Am I sick? I'm not sick. Am I questioning myself again? (groans) I'm not playing. I think that I've been alone with myself for too long. It's not my fault that I am an idiot, is it?

I wish that I could find some kind of justification for this. Like how I always manage to do something wrong; overlook something beyond my shoulders. You know how parents say that you'll have "more responsibilities on your shoulders" or something. Well, how can I handle that when I'm too afraid to look over. I'm afraid to see what's there. The only progress I'll make is to turn around and face the past. The past is harder than the future isn't it? Not really.

I'd always say that something is missing. Maybe something is. Maybe it's that love that's missing. I want to love someone. Someone other than myself because I can't stand myself. You see how I drive myself crazy. So crazy. I want another excitment that burns. Lights up my eyes and so I could see the illumination of the path ahead of me in the complete darkness that I've plunged into.

Get out of this merry-go-around and live, dammit. I can't stand these blurriness. Even though I know that it's there, everything is so blurry and I can hardly see anything. That's why I made a new layout for the Comatised blog. It's so distorted. I feel sorry for the people that have to look at it.. and post for that matter.

I feel like hugging myself and say that it's alright. I can survive by myself. Comforting my own tears.

But there's too many things stopping me. (sigh) Look at me. I'm shivering.

That was yesterday. I wrote that up there yesterday. *points up* It was late at night and I didn't have the time to put it up because someone was threatening me. So I left it open until today. You can tell if it's a night entry.
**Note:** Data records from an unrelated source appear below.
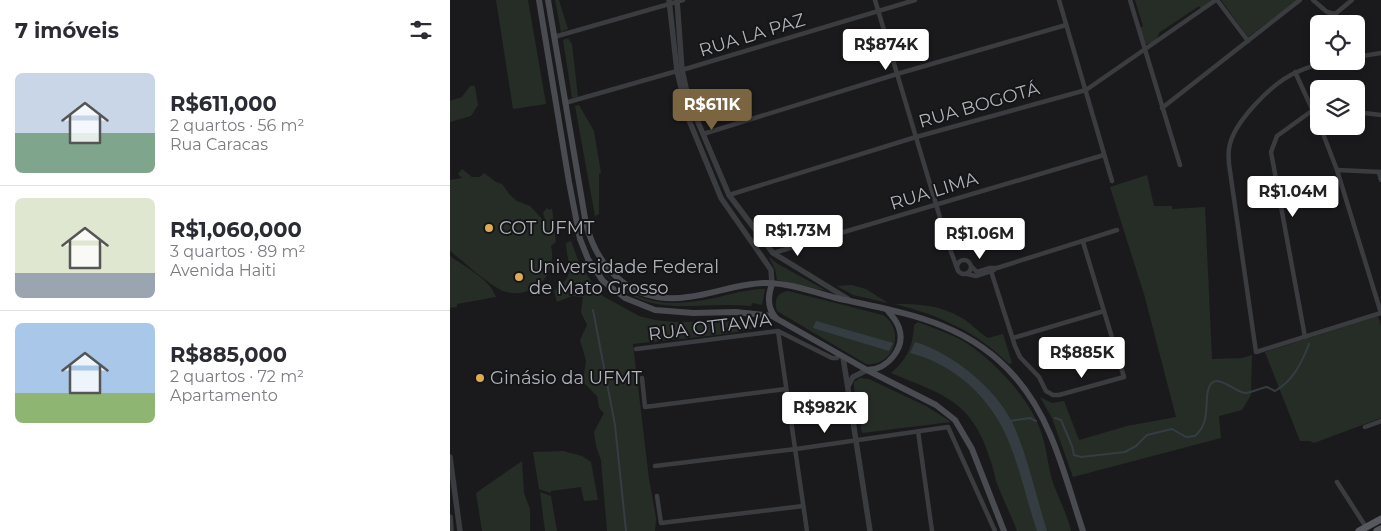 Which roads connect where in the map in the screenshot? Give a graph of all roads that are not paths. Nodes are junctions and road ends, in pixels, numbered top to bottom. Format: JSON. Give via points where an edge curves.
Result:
{"nodes":[{"id":1,"x":539,"y":0,"type":"edge"},
{"id":2,"x":548,"y":0,"type":"edge"},
{"id":3,"x":874,"y":0,"type":"edge"},
{"id":4,"x":915,"y":0,"type":"edge"},
{"id":5,"x":1059,"y":0,"type":"edge"},
{"id":6,"x":1130,"y":0,"type":"edge"},
{"id":7,"x":1217,"y":0,"type":"edge"},
{"id":8,"x":1300,"y":0,"type":"edge"},
{"id":9,"x":1314,"y":0,"type":"edge"},
{"id":10,"x":1352,"y":0,"type":"edge"},
{"id":11,"x":680,"y":1,"type":"edge"},
{"id":12,"x":670,"y":2,"type":"edge"},
{"id":13,"x":878,"y":11,"type":"junction"},
{"id":14,"x":1066,"y":25,"type":"junction"},
{"id":15,"x":554,"y":37,"type":"junction"},
{"id":16,"x":680,"y":40,"type":"junction"},
{"id":17,"x":674,"y":41,"type":"junction"},
{"id":18,"x":1248,"y":41,"type":"junction"},
{"id":19,"x":1145,"y":48,"type":"junction"},
{"id":20,"x":1381,"y":53,"type":"edge"},
{"id":21,"x":1365,"y":56,"type":"edge"},
{"id":22,"x":1310,"y":67,"type":"edge"},
{"id":23,"x":680,"y":71,"type":"junction"},
{"id":24,"x":1295,"y":72,"type":"junction"},
{"id":25,"x":897,"y":74,"type":"junction"},
{"id":26,"x":1086,"y":90,"type":"junction"},
{"id":27,"x":1310,"y":99,"type":"edge"},
{"id":28,"x":565,"y":103,"type":"junction"},
{"id":29,"x":1162,"y":108,"type":"junction"},
{"id":30,"x":1310,"y":113,"type":"edge"},
{"id":31,"x":1365,"y":113,"type":"edge"},
{"id":32,"x":1381,"y":115,"type":"edge"},
{"id":33,"x":698,"y":122,"type":"junction"},
{"id":34,"x":691,"y":124,"type":"junction"},
{"id":35,"x":703,"y":134,"type":"junction"},
{"id":36,"x":1323,"y":135,"type":"edge"},
{"id":37,"x":916,"y":137,"type":"junction"},
{"id":38,"x":1104,"y":155,"type":"junction"},
{"id":39,"x":1180,"y":165,"type":"dead end"},
{"id":40,"x":1337,"y":170,"type":"junction"},
{"id":41,"x":1380,"y":172,"type":"edge"},
{"id":42,"x":1381,"y":180,"type":"edge"},
{"id":43,"x":1112,"y":181,"type":"dead end"},
{"id":44,"x":729,"y":195,"type":"junction"},
{"id":45,"x":936,"y":205,"type":"junction"},
{"id":46,"x":1117,"y":230,"type":"dead end"},
{"id":47,"x":1083,"y":242,"type":"junction"},
{"id":48,"x":773,"y":253,"type":"junction"},
{"id":49,"x":952,"y":257,"type":"junction"},
{"id":50,"x":961,"y":260,"type":"junction"},
{"id":51,"x":972,"y":267,"type":"junction"},
{"id":52,"x":957,"y":268,"type":"junction"},
{"id":53,"x":991,"y":270,"type":"junction"},
{"id":54,"x":968,"y":274,"type":"junction"},
{"id":55,"x":772,"y":284,"type":"junction"},
{"id":56,"x":850,"y":301,"type":"junction"},
{"id":57,"x":887,"y":310,"type":"junction"},
{"id":58,"x":1104,"y":311,"type":"junction"},
{"id":59,"x":1381,"y":313,"type":"edge"},
{"id":60,"x":776,"y":318,"type":"junction"},
{"id":61,"x":778,"y":331,"type":"junction"},
{"id":62,"x":1305,"y":337,"type":"junction"},
{"id":63,"x":1013,"y":338,"type":"junction"},
{"id":64,"x":636,"y":350,"type":"dead end"},
{"id":65,"x":841,"y":356,"type":"junction"},
{"id":66,"x":870,"y":370,"type":"junction"},
{"id":67,"x":642,"y":378,"type":"dead end"},
{"id":68,"x":848,"y":386,"type":"junction"},
{"id":69,"x":786,"y":389,"type":"junction"},
{"id":70,"x":1381,"y":421,"type":"edge"},
{"id":71,"x":1365,"y":427,"type":"dead end"},
{"id":72,"x":918,"y":431,"type":"junction"},
{"id":73,"x":857,"y":439,"type":"junction"},
{"id":74,"x":796,"y":449,"type":"junction"},
{"id":75,"x":450,"y":457,"type":"edge"},
{"id":76,"x":655,"y":466,"type":"dead end"},
{"id":77,"x":1338,"y":482,"type":"dead end"},
{"id":78,"x":658,"y":496,"type":"dead end"},
{"id":79,"x":803,"y":506,"type":"junction"},
{"id":80,"x":450,"y":517,"type":"edge"},
{"id":81,"x":1381,"y":519,"type":"edge"},
{"id":82,"x":1362,"y":529,"type":"edge"},
{"id":83,"x":1381,"y":529,"type":"edge"},
{"id":84,"x":451,"y":531,"type":"edge"},
{"id":85,"x":460,"y":531,"type":"edge"},
{"id":86,"x":807,"y":531,"type":"edge"},
{"id":87,"x":870,"y":531,"type":"edge"},
{"id":88,"x":932,"y":531,"type":"edge"},
{"id":89,"x":995,"y":531,"type":"edge"},
{"id":90,"x":1004,"y":531,"type":"edge"},
{"id":91,"x":1083,"y":531,"type":"edge"},
{"id":92,"x":1376,"y":531,"type":"edge"}],
"edges":[{"from":1,"to":60,"type":"main road","via":[[572,202],[580,239],[593,270],[620,296],[655,310],[753,313]]},
{"from":2,"to":15,"type":"main road"},
{"from":3,"to":13,"type":"street"},
{"from":4,"to":13,"type":"street","name":"RUA LA PAZ"},
{"from":5,"to":14,"type":"street"},
{"from":6,"to":19,"type":"street"},
{"from":7,"to":18,"type":"street"},
{"from":7,"to":19,"type":"street","name":"RUA BOGOTÁ"},
{"from":8,"to":18,"type":"street"},
{"from":9,"to":10,"type":"street","via":[[1327,12],[1335,14]]},
{"from":11,"to":12,"type":"street"},
{"from":11,"to":16,"type":"street"},
{"from":12,"to":15,"type":"street"},
{"from":12,"to":17,"type":"street"},
{"from":13,"to":23,"type":"street","name":"RUA LA PAZ"},
{"from":13,"to":25,"type":"street"},
{"from":14,"to":25,"type":"street"},
{"from":14,"to":26,"type":"street"},
{"from":15,"to":28,"type":"main road"},
{"from":16,"to":17,"type":"street"},
{"from":16,"to":23,"type":"street"},
{"from":17,"to":23,"type":"street"},
{"from":18,"to":29,"type":"street"},
{"from":19,"to":26,"type":"street","name":"RUA BOGOTÁ"},
{"from":19,"to":29,"type":"street"},
{"from":20,"to":21,"type":"street"},
{"from":22,"to":24,"type":"street"},
{"from":23,"to":28,"type":"street","name":"RUA LA PAZ"},
{"from":23,"to":33,"type":"street"},
{"from":23,"to":34,"type":"street","via":[[684,105]]},
{"from":24,"to":27,"type":"street"},
{"from":24,"to":62,"type":"street","via":[[1250,109],[1235,132],[1229,148],[1229,164],[1256,352]]},
{"from":25,"to":35,"type":"street"},
{"from":25,"to":37,"type":"street"},
{"from":26,"to":37,"type":"street","name":"RUA BOGOTÁ"},
{"from":26,"to":38,"type":"street"},
{"from":28,"to":55,"type":"main road","via":[[591,242],[608,270],[636,291],[670,298],[746,285]]},
{"from":29,"to":39,"type":"street"},
{"from":30,"to":62,"type":"street","via":[[1277,136],[1271,152]]},
{"from":31,"to":32,"type":"street"},
{"from":33,"to":34,"type":"street"},
{"from":33,"to":35,"type":"street"},
{"from":34,"to":55,"type":"street","via":[[721,198],[771,270]]},
{"from":35,"to":44,"type":"street"},
{"from":36,"to":40,"type":"street"},
{"from":37,"to":44,"type":"street","name":"RUA BOGOTÁ"},
{"from":37,"to":45,"type":"street"},
{"from":38,"to":43,"type":"street"},
{"from":38,"to":45,"type":"street","name":"RUA LIMA"},
{"from":40,"to":41,"type":"street"},
{"from":40,"to":59,"type":"street"},
{"from":41,"to":42,"type":"street"},
{"from":44,"to":48,"type":"street"},
{"from":45,"to":48,"type":"street","name":"RUA LIMA"},
{"from":45,"to":49,"type":"street"},
{"from":46,"to":47,"type":"street"},
{"from":47,"to":53,"type":"street"},
{"from":47,"to":58,"type":"street"},
{"from":48,"to":56,"type":"street"},
{"from":49,"to":50,"type":"street"},
{"from":49,"to":52,"type":"street"},
{"from":50,"to":51,"type":"street","via":[[969,261]]},
{"from":50,"to":52,"type":"street"},
{"from":51,"to":53,"type":"street","via":[[977,272]]},
{"from":51,"to":54,"type":"street"},
{"from":52,"to":54,"type":"street","via":[[960,274]]},
{"from":53,"to":54,"type":"street","via":[[976,276]]},
{"from":53,"to":63,"type":"street"},
{"from":55,"to":56,"type":"main road"},
{"from":55,"to":60,"type":"main road","via":[[769,305]]},
{"from":56,"to":57,"type":"main road"},
{"from":57,"to":66,"type":"main road","via":[[899,326],[901,339],[891,360]]},
{"from":57,"to":91,"type":"main road","via":[[925,318],[947,327],[980,346],[1015,376],[1047,427]]},
{"from":58,"to":63,"type":"street"},
{"from":58,"to":63,"type":"street","via":[[1124,377],[1053,395],[1046,392],[1039,377],[1020,357]]},
{"from":59,"to":62,"type":"street"},
{"from":60,"to":65,"type":"main road"},
{"from":61,"to":64,"type":"street","name":"RUA OTTAWA"},
{"from":61,"to":65,"type":"street","name":"RUA OTTAWA","via":[[832,358]]},
{"from":61,"to":69,"type":"street"},
{"from":65,"to":66,"type":"main road"},
{"from":65,"to":68,"type":"street"},
{"from":66,"to":68,"type":"street","via":[[853,377]]},
{"from":66,"to":90,"type":"main road","via":[[936,405],[955,420],[972,449]]},
{"from":67,"to":69,"type":"street","via":[[645,407]]},
{"from":68,"to":73,"type":"street"},
{"from":69,"to":74,"type":"street"},
{"from":70,"to":71,"type":"street"},
{"from":72,"to":73,"type":"street"},
{"from":72,"to":88,"type":"street"},
{"from":72,"to":89,"type":"street","via":[[948,427]]},
{"from":73,"to":74,"type":"street"},
{"from":73,"to":87,"type":"street"},
{"from":74,"to":76,"type":"street"},
{"from":74,"to":79,"type":"street"},
{"from":75,"to":85,"type":"street"},
{"from":77,"to":82,"type":"street"},
{"from":78,"to":79,"type":"street","via":[[661,523]]},
{"from":79,"to":86,"type":"street"},
{"from":80,"to":84,"type":"street"},
{"from":81,"to":82,"type":"main road"},
{"from":83,"to":92,"type":"main road"}]}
It's all scrambles of words that don't make any sense.

I think that I was slightly delirious because I had eaten too much of everything. Something like that. Or maybe because my friend is back from New York and she seems more introspective than she was before. She seems so sure of herself. And while I am the same, still rotting beside my bed. And now, here in front of the computer.

I want to know though. I want to know about myself and what I should do. She makes it sound so easy. She writes so effortlessly like it doesn't take any strength to write. She has the talent yet she doesn't flaunt it. She probably doesn't even know. (sighs) Hey, I try. I do. But I just suck at everything. That's always how it goes.

She's right though. That she is like Cal Trask. Everyone is like Cal, aren't they? He has evil flaws, and yet he knows it and wants to change. He wants attention.. doesn't everybody? But the thing that's most like her is that he is so smart acedemically.. he doesn't even have to try, and yet he doesn't focus on that. He doesn't take that to his advantage. That's her. And I'm jealous. I wish I was smart. But even if I try, I don't come anywhere near that.

Another beautifully clouded day. Hmm. Katrina's leaving. I already feel lost. I think that my head is elsewhere.